▶ [Task to carry out]
How many lines in the records below contain the word "camino"? State that number and nothing more.

—————

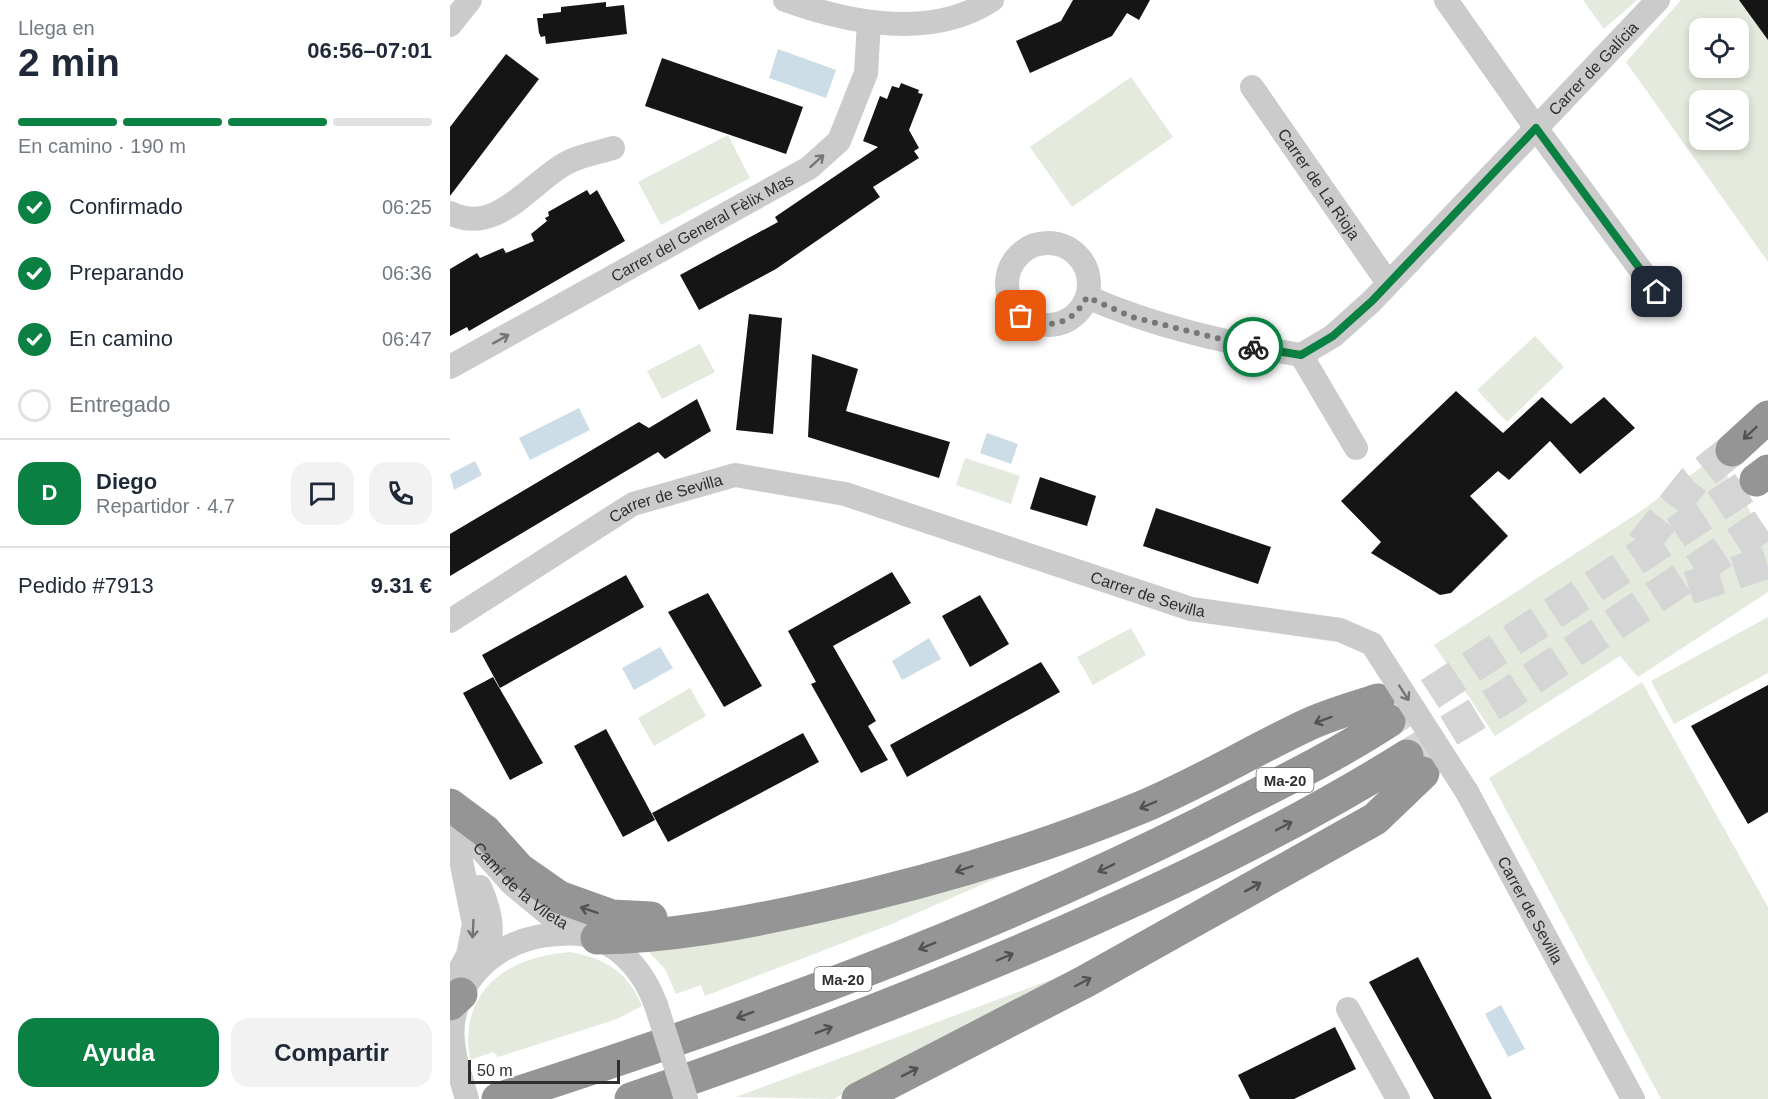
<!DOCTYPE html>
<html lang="es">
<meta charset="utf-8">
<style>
body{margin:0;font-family:Helvetica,sans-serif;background:#f2f2f3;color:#1f2937;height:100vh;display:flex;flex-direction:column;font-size:22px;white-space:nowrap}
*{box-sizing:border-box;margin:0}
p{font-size:20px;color:#747a83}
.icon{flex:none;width:33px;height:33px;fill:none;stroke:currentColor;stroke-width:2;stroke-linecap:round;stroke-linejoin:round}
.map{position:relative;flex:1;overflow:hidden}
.side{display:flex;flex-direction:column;background:#fff;width:450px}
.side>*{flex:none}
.controls{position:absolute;left:1239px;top:18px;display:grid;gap:12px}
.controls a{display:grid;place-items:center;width:60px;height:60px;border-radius:12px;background:#fff;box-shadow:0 3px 9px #0003;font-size:30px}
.scale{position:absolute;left:18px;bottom:15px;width:152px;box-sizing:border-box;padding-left:6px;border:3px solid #2e2e2e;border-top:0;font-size:16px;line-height:21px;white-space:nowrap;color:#2e2e2e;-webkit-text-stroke:4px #fff;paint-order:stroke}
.pin{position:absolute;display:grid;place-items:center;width:51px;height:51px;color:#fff;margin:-26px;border-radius:12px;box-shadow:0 3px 9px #0006}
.courier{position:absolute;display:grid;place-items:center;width:60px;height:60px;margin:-30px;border:4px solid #0b8043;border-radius:50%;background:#fff;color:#222;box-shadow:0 2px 8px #0007}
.head em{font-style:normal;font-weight:800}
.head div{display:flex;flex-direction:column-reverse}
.head{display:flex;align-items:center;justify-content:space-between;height:102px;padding:0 18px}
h1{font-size:39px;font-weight:800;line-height:45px}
.bar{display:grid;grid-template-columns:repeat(4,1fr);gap:9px 6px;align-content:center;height:72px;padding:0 18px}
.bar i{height:8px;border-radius:4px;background:#e0e1e3}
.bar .selected{background:#0b8043}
.bar p{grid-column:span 4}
.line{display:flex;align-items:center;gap:15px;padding:0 18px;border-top:2px solid #e0e1e3}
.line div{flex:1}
.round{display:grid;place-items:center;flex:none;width:63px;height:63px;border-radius:18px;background:#f2f2f3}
ol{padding:0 18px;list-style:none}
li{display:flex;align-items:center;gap:18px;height:66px}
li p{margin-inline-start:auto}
li .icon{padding:6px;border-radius:50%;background:#0b8043;color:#fff;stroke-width:4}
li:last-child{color:#747a83}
li i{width:33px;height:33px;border:3px solid #e0e1e3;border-radius:50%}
.button{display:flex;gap:12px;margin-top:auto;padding:12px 18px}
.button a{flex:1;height:69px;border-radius:18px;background:#0b8043;color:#fff;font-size:24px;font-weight:800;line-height:69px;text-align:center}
.button a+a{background:#f2f2f3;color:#1f2937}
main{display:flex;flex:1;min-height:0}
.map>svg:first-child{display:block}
.green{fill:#e4eade;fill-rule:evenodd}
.water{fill:#ccdde7}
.building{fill:#151515}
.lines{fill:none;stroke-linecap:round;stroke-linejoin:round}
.highway-tunnel{stroke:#d5d5d5;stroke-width:33;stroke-dasharray:33 16;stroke-linecap:butt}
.minor{stroke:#cbcbcb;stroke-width:24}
.highway{stroke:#959595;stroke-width:33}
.minor-bridge{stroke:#cbcbcb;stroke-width:24}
.oneway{stroke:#757575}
.oneway2{stroke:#525252}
.done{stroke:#777;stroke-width:6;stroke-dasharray:0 10.8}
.route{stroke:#0b8043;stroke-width:8}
.labels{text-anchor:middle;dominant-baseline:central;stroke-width:6;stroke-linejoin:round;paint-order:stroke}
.shield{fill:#fff;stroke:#6d6d6d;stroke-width:1.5}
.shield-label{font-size:15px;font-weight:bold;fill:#2e2e2e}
.street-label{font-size:16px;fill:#2e2e2e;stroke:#fff}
</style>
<main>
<section class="side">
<div class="head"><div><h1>2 min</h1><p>Llega en</p></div><em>06:56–07:01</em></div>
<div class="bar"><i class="selected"></i><i class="selected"></i><i class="selected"></i><i></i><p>En camino · 190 m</p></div>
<ol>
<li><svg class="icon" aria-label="check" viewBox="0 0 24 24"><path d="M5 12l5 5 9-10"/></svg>Confirmado<p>06:25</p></li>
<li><svg class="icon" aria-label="check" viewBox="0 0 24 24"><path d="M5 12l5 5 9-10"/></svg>Preparando<p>06:36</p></li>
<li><svg class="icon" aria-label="check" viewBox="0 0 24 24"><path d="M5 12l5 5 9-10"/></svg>En camino<p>06:47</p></li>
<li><i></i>Entregado</li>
</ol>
<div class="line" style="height:108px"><b class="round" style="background:#0b8043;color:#fff">D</b><div><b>Diego</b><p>Repartidor · 4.7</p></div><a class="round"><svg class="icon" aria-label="chat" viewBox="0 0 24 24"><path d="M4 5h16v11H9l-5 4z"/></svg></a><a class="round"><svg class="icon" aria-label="phone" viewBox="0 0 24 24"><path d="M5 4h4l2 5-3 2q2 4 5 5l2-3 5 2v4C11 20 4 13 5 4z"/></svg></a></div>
<div class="line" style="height:78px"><div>Pedido #7913</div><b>9.31 €</b></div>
<div class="button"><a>Ayuda</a><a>Compartir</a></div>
</section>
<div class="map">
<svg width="1318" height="1099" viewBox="0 0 1318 1099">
<rect width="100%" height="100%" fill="#fff"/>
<g class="green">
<polygon points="1133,0 1187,0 1154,29"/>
<path d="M1231,0H1318V262L1176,62ZM1250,28H1288V68H1250ZM1250,100H1288V140H1250Z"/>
<polygon points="681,77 723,137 622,207 580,147"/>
<polygon points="278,135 300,178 211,225 188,182"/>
<polygon points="1085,336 1114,367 1057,422 1027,390"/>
<polygon points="250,344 265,372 212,399 197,371"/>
<polygon points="1265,457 1318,539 1318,592 1188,677 1170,656 1045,736 984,645 1188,513"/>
<polygon points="515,458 570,476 561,504 506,485"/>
<polygon points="1318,617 1318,673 1224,724 1201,681"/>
<polygon points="681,628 696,655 643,685 627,657"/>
<polygon points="1192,682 1318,907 1318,1099 1211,1099 1039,778"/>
<polygon points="240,688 256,716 204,746 188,718"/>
<polygon points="584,862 437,926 255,996 251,985 226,994 215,969 196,949"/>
<path d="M121,952C156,959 178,972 192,1006L167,1019L48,1057L43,1052L20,1060C8,990 58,956 121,952Z"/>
<polygon points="611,976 384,1099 286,1097"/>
</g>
<g class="water">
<polygon points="328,49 386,70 376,98 319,78"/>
<polygon points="129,408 140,430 80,460 69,438"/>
<polygon points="537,433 568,444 561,464 530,453"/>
<polygon points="25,461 32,475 4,490 0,474"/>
<polygon points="479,638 491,659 452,680 442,661"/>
<polygon points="210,647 223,668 184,690 172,668"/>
<polygon points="1051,1005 1075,1049 1058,1057 1035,1014"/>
</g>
<g class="building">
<polygon points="623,0 700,0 689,20 677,13 662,36 580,73 566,41 611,21"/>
<polygon points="1289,0 1318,0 1318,40"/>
<polygon points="156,2 156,7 174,5 177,34 96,44 95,36 91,37 89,33 87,18 93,18 93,14 111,12 111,7"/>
<polygon points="56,54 89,79 0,196 0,127"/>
<polygon points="212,58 353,107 336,154 195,106"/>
<polygon points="451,83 469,90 468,93 473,94 459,130 469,148 464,151 469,158 423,187 430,197 326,269 249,310 230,275 328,222 325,217 428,147 413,141 430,96 437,99 442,86 449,88"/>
<polygon points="137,190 140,195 147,190 175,241 19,331 17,327 0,336 0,269 27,253 30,258 53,248 56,253 84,241 81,234 97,221 95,218 99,216 98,212"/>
<polygon points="299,314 332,318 323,434 286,430"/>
<polygon points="362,354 408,369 396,411 500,442 489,478 358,437"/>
<polygon points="1006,391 1053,433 1092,397 1121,424 1154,397 1185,428 1130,474 1100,441 1059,480 1048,471 1020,496 1058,536 1001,593 990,595 921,553 931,542 891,501"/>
<polygon points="247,399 261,431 215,459 208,452 0,576 0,534 189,422 199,428"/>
<polygon points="590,477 646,496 637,526 580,509"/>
<polygon points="706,508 821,547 808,584 693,546"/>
<polygon points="442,572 461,603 383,646 426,721 418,726 438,760 411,773 361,684 366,682 338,631"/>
<polygon points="176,575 194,607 50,688 32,655"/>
<polygon points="258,593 312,686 274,707 218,612"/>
<polygon points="530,595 559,644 520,667 492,616"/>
<polygon points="591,662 610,692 457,777 440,745"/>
<polygon points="43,677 93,763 60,780 13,693"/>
<polygon points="1318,685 1318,812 1298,824 1241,726"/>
<polygon points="156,729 205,820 173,837 124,746"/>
<polygon points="353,733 369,762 218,842 202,813"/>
<polygon points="968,957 1042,1099 984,1099 919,982"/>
<polygon points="885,1027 906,1069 844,1099 800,1099 788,1075"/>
</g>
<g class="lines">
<g class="highway-tunnel">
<polyline points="1192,545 1243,481 1282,450"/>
<polyline points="1239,588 1318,562"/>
<polyline points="939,721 1306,480"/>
<polyline points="957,756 1053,698 1318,522"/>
</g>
<g class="minor">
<path d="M335,0C399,23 481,40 542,0"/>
<polyline points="996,0 1086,128 1207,292"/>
<polyline points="0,25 20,0"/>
<path id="s1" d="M802,87L938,283"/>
<path d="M0,213C45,236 79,185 113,165C127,156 147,153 163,148"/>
<circle cx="598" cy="284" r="41"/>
<path id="s2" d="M637,297C706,327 777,343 851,355L883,336L922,301L1208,0"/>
<polyline points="851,355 906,448"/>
<path id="s3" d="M0,367L359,168L389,141L416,73L419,22"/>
<path id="s4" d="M0,621L183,504L285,475L395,494L741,609L890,630L922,644"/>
<path id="s5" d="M1017,792L1183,1099"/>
<path id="s6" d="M5,831L29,847L62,884L97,913L134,934"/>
<path d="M30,887C42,914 46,939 32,965"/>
<polyline points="4,981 18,955 24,924 5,831"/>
<polyline points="898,1009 948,1099"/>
<path d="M17,1099C10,1074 0,1049 3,1023C11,968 58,936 110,934C122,933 135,934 146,938C177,951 195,975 206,1005"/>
</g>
<g class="highway">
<polyline points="1282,450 1318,417"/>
<polyline points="1306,480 1318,471"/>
<polyline points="0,805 35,831 69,869 109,897 162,916 201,918"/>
<path d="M147,938C221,937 294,923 367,907C477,883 588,850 692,807C749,783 800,752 855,726C878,715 904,708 928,700"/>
<polyline points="0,1004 11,994"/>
<path d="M48,1099C289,1022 529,935 755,821C817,789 881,759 939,721"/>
<path d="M181,1099C320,1052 458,999 593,941C717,887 842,828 957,756"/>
<polyline points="408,1099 636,981 925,819 973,773"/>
</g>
<g class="minor-bridge">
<polyline points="922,644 1017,792"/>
<polyline points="206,1005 236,1099"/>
</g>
</g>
<defs><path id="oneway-shaft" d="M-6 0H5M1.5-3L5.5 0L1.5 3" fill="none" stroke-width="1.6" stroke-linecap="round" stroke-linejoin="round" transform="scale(1.5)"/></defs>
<g class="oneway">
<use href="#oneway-shaft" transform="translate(367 161) rotate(-42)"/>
<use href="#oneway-shaft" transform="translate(51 339) rotate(-29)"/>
<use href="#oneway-shaft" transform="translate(954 693) rotate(57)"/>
<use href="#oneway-shaft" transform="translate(23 929) rotate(93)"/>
</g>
<g class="oneway2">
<use href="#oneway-shaft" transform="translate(1300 433) rotate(137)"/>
<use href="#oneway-shaft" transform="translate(873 720) rotate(160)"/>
<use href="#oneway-shaft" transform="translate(698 805) rotate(157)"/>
<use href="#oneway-shaft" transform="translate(834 826) rotate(-28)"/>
<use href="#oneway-shaft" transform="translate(656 868) rotate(154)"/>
<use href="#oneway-shaft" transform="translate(514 869) rotate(162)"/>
<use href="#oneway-shaft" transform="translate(803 887) rotate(-29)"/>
<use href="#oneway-shaft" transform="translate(139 910) rotate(-162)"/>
<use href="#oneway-shaft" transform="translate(477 946) rotate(158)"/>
<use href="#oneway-shaft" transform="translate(555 957) rotate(-23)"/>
<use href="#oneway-shaft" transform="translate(633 982) rotate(-28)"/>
<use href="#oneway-shaft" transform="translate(295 1015) rotate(160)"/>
<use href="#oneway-shaft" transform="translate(374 1030) rotate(-21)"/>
<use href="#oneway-shaft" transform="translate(460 1072) rotate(-27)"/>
</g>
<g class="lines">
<path class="done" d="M571,316C598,331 622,325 637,297L682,317L803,347"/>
<polyline class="route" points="803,347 851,355 883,336 922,301 1086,128 1207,292"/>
</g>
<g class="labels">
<g class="shield">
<rect x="806.5" y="768" width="57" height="24" rx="4.5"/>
<rect x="364.5" y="967" width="57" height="24" rx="4.5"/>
</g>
<g class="shield-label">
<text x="835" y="780">Ma-20</text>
<text x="393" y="979">Ma-20</text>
</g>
<g class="street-label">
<text stroke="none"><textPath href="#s2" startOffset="633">Carrer de Galícia</textPath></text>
<text stroke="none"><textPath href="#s1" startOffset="118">Carrer de La Rioja</textPath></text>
<text stroke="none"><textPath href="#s3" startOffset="288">Carrer del General Fèlix Mas</textPath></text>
<text stroke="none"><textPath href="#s4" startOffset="250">Carrer de Sevilla</textPath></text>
<text stroke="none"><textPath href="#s4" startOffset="754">Carrer de Sevilla</textPath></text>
<text stroke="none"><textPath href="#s6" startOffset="86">Camí de la Vileta</textPath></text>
<text stroke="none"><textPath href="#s5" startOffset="134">Carrer de Sevilla</textPath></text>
</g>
</g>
</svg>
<div class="controls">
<a><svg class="icon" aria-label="locate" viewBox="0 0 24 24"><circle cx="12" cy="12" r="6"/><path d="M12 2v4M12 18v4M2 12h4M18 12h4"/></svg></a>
<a><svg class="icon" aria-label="layers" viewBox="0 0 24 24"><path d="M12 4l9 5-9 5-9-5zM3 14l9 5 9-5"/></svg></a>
</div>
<div class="scale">50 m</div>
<div class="pin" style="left:571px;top:316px;background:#ea580c"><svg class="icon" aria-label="bag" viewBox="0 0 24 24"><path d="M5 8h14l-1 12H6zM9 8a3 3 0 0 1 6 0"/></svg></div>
<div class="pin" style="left:1207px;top:292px;background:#1f2937"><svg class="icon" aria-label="home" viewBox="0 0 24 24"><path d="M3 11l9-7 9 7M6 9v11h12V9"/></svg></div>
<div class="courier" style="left:803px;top:347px"><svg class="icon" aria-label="bike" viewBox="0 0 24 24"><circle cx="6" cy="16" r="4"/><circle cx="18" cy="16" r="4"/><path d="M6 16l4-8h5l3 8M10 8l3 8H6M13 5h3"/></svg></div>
</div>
</main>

—————

▶ [Result of the task]
2